Following one of the most volatile weeks since 2020, the price for crude oil on the global market finished down for the week as markets closed on Friday. The international Brent index finished the week at $112.70, off by $5.41 from its close on March 4. The intervening week saw Brent rise as high as $131 per barrel on March 8, as President Joe Biden announced the U.S. ban on Russian oil imports, and as low as $107.80 on March 10 as measures to mitigate the impacts of that sanction came to light.
The rise of gasoline prices at the pump was also showing signs of slowing in response to the calming oil markets. AAA reports that the U.S. average price for regular stands at $4.326 as of March 12, down by a modest 1.05 cents overnight. American drivers could see local gas prices mitigate further in the coming days as the oil price shock subsides, at least for now.
Also this week, the Biden administration, after a year of calling for more oil production from anywhere but the U.S., finally got around to asking the domestic industry to do the same. Energy Secretary Jennifer Granholm became the first high Biden official to actually call on the domestic oil and gas industry to respond to the current oil supply crisis by producing more oil.
Granholm made the following remarks during an appearance at the annual CERA Week conference in Houston: “We are in an emergency, and we have to responsibly increase short-term supply where we can right now to stabilize the market and minimize harm to American families,” she said Wednesday. “I hope your investors are saying these words to you as well: In this moment of crisis, we need more supply … right now, we need oil and gas production to rise to meet current demand.”
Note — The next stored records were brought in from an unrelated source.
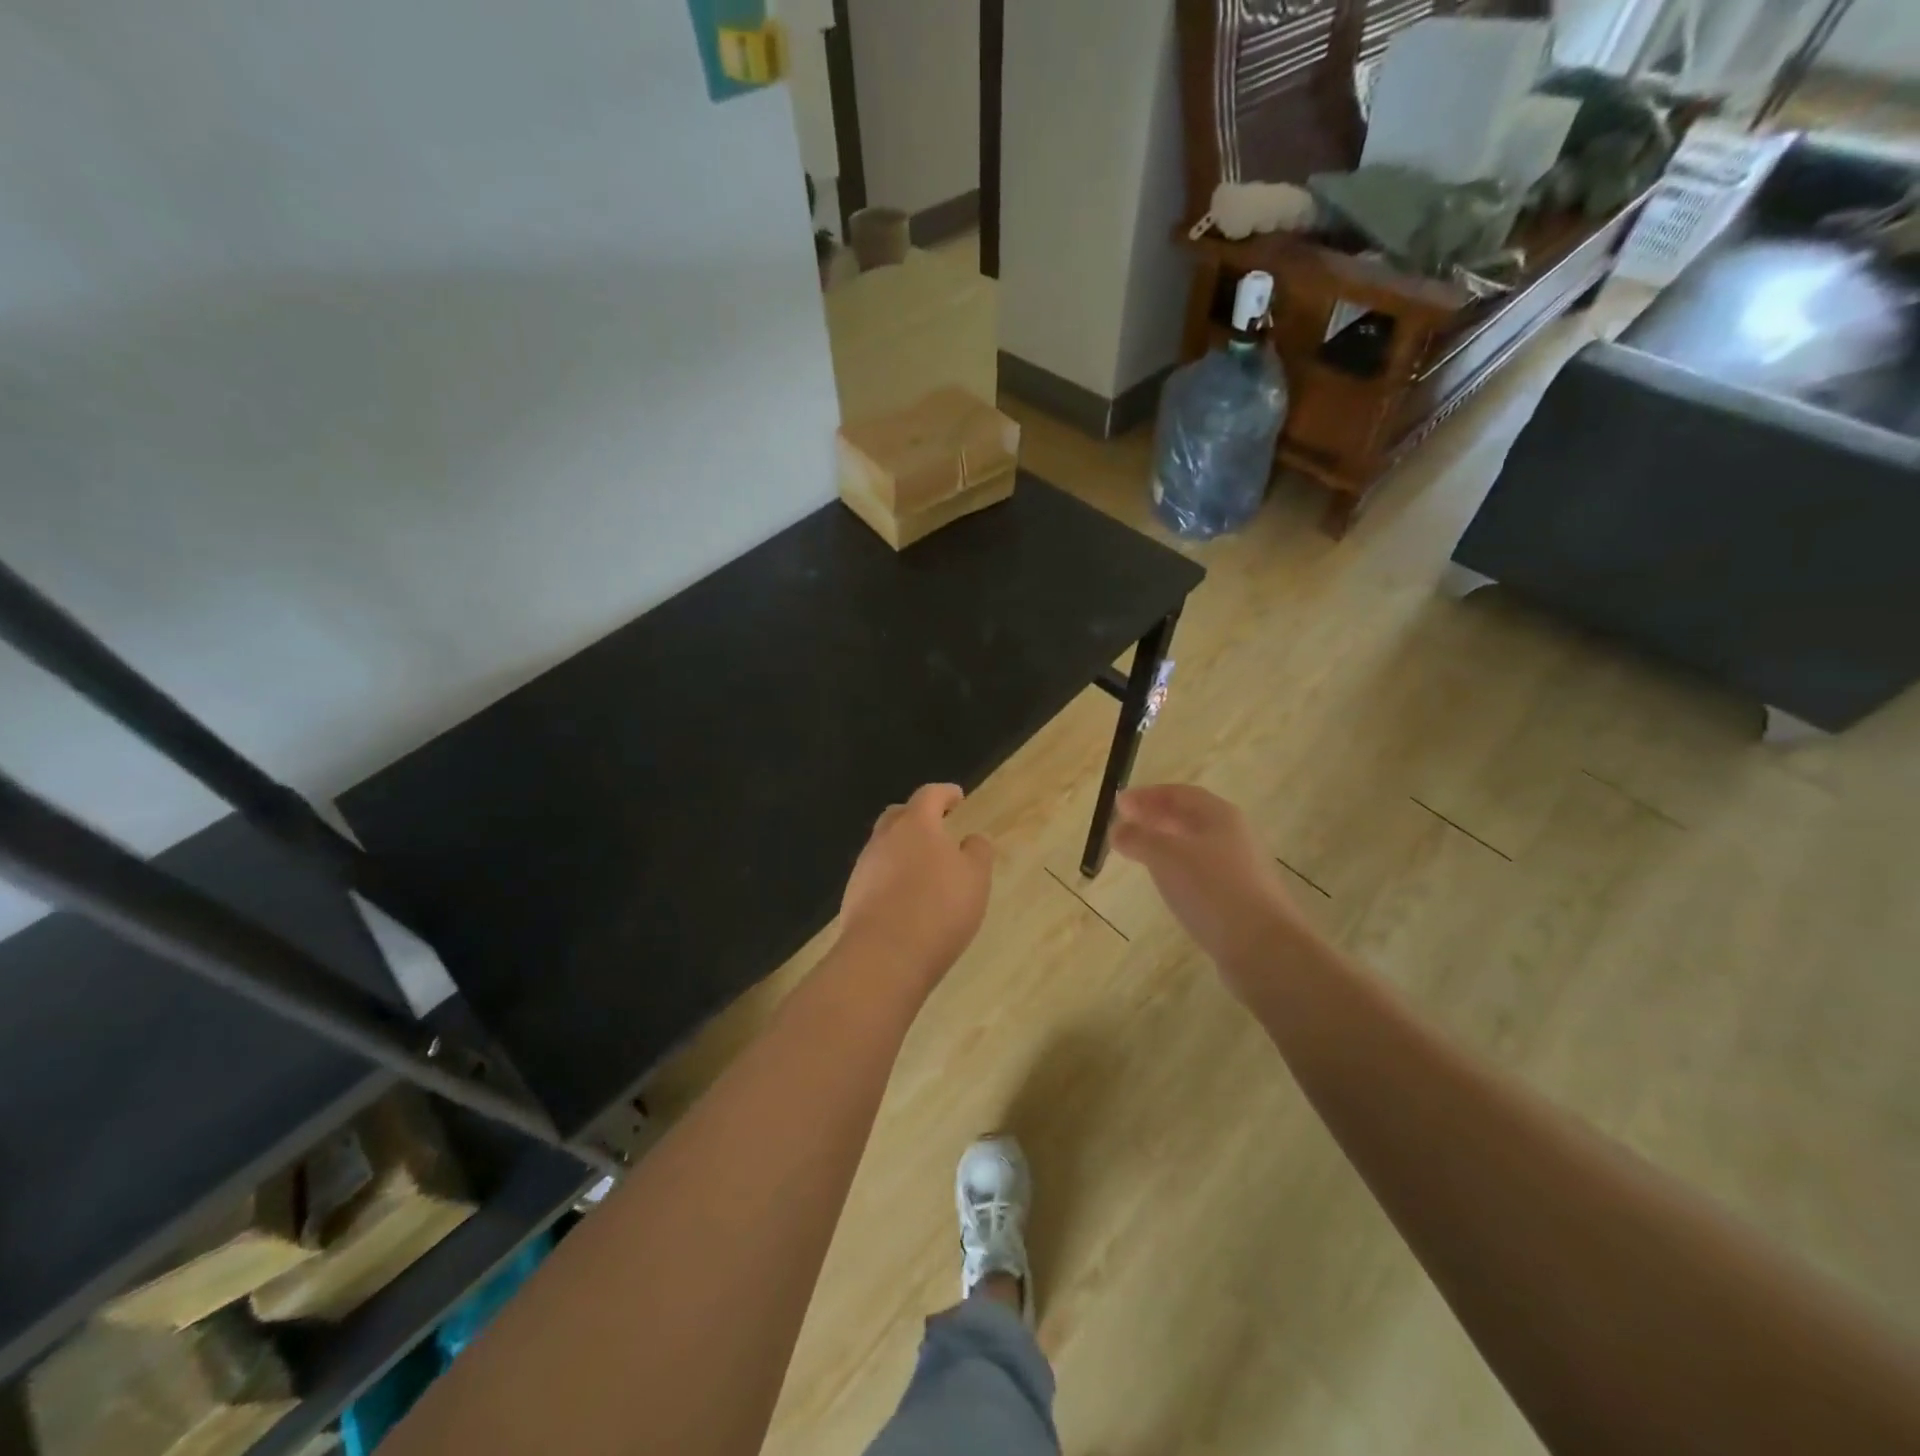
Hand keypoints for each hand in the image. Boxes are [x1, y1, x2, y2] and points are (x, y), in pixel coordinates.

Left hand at [839, 784, 993, 984]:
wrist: (884, 957)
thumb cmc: (939, 908)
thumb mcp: (975, 879)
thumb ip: (977, 852)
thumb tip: (972, 839)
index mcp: (916, 825)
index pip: (929, 795)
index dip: (945, 793)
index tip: (958, 796)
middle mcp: (884, 839)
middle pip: (898, 816)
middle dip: (917, 816)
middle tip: (936, 826)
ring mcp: (864, 868)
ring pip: (884, 846)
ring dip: (903, 849)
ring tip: (923, 866)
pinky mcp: (853, 896)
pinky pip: (876, 875)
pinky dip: (892, 876)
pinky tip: (906, 897)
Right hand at [1113, 784, 1308, 995]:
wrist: (1262, 947)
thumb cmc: (1212, 889)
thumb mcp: (1165, 856)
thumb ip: (1138, 838)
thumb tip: (1117, 829)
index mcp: (1219, 815)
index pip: (1179, 793)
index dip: (1147, 795)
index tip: (1119, 804)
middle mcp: (1233, 835)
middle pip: (1190, 817)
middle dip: (1156, 816)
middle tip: (1126, 824)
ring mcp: (1238, 868)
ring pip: (1195, 845)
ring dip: (1166, 842)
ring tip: (1140, 851)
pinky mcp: (1238, 897)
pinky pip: (1201, 871)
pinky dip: (1177, 867)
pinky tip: (1166, 882)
Here’s what Granholm didn’t say, though: She made no commitment on the part of this administration to take actions to help stimulate the domestic oil industry in the same myriad ways Biden and congressional Democrats have been trying to stimulate the wind, solar and EV industries they hope to replace oil and gas.
Nor did Granholm make any commitment on behalf of the administration to stop stalling and denying pipeline permits at FERC or to re-start the suspended federal leasing program. This seems to defy logic: If the government says we are in “an emergency” and need to “increase short-term supply,” then why wouldn’t the government do what it can to stimulate the industry whose job it is to supply oil and gas?
Congressional Democrats aren’t helping anything. At the same time Granholm was speaking at CERA Week, Senator Sheldon Whitehouse (D-RI) and Rep. Ro Khanna (D-CA) introduced a bill they say is designed to “punish” “Big Oil” for “raking in record profits while working families are struggling to afford gas at the pump. What we are seeing right now is a prime example of corporate greed and companies profiting off an international crisis,” according to Khanna, quoted by the New Republic.
The bill would levy a 50 percent tax on “profits” oil companies earn above the price of $66 per barrel, which the authors say was the average oil price during 2015 through 2019. Why those years were chosen is anyone’s guess. Why not just throw a dart blindfolded at an EIA listing of average oil prices since 2002, and use that as the index? It would be an equally valid a method.
Whitehouse and Khanna then propose to send half the tax collections back to consumers in the form of a rebate, which Whitehouse told reporters amount to a $240 payout to single tax filers and $360 for joint filers next year. That’s if, Whitehouse claims, the price for oil “remains at $120 per barrel.”
So, on the one hand we have a Democratic presidential administration urging oil and gas producers to risk millions more capital dollars to produce more oil, and on the other hand Democrats in congress pushing a massive new tax that would destroy the incentive to to make those new investments and assume those risks.
It is instructive to note that neither Whitehouse nor Khanna offered any sort of rebate or subsidy proposal to compensate Big Oil companies for the catastrophic losses they suffered during 2020 and into 2021. Hundreds of U.S. oil and gas companies went bankrupt during that time due to the COVID-19 pandemic and the response of the federal and state governments to it.
It is also fair to note that this proposal by Whitehouse and Khanna is basically structured along the same lines as the original Windfall Profits Tax Act that Jimmy Carter signed into law in 1980. That law was so poorly conceived that it quit generating any tax income to the government after just a few years and congress actually repealed it just 8 years later in 1988.
During the 42 years since that first law was passed, congressional Democrats have made a habit of proposing new ‘windfall profits’ taxes pretty much every time oil prices on the global market have cause U.S. gasoline prices to spike. None of those efforts have had a shred of a chance of being passed into law, and this one doesn’t, either. But they are worth noting, if only for the cynical brand of political opportunism they represent.
This proposal by Whitehouse and Khanna only serves to obscure the real issues and needs surrounding U.S. energy policy, and distorts the public debate our society desperately needs to be having. It is, in a word, unhelpful.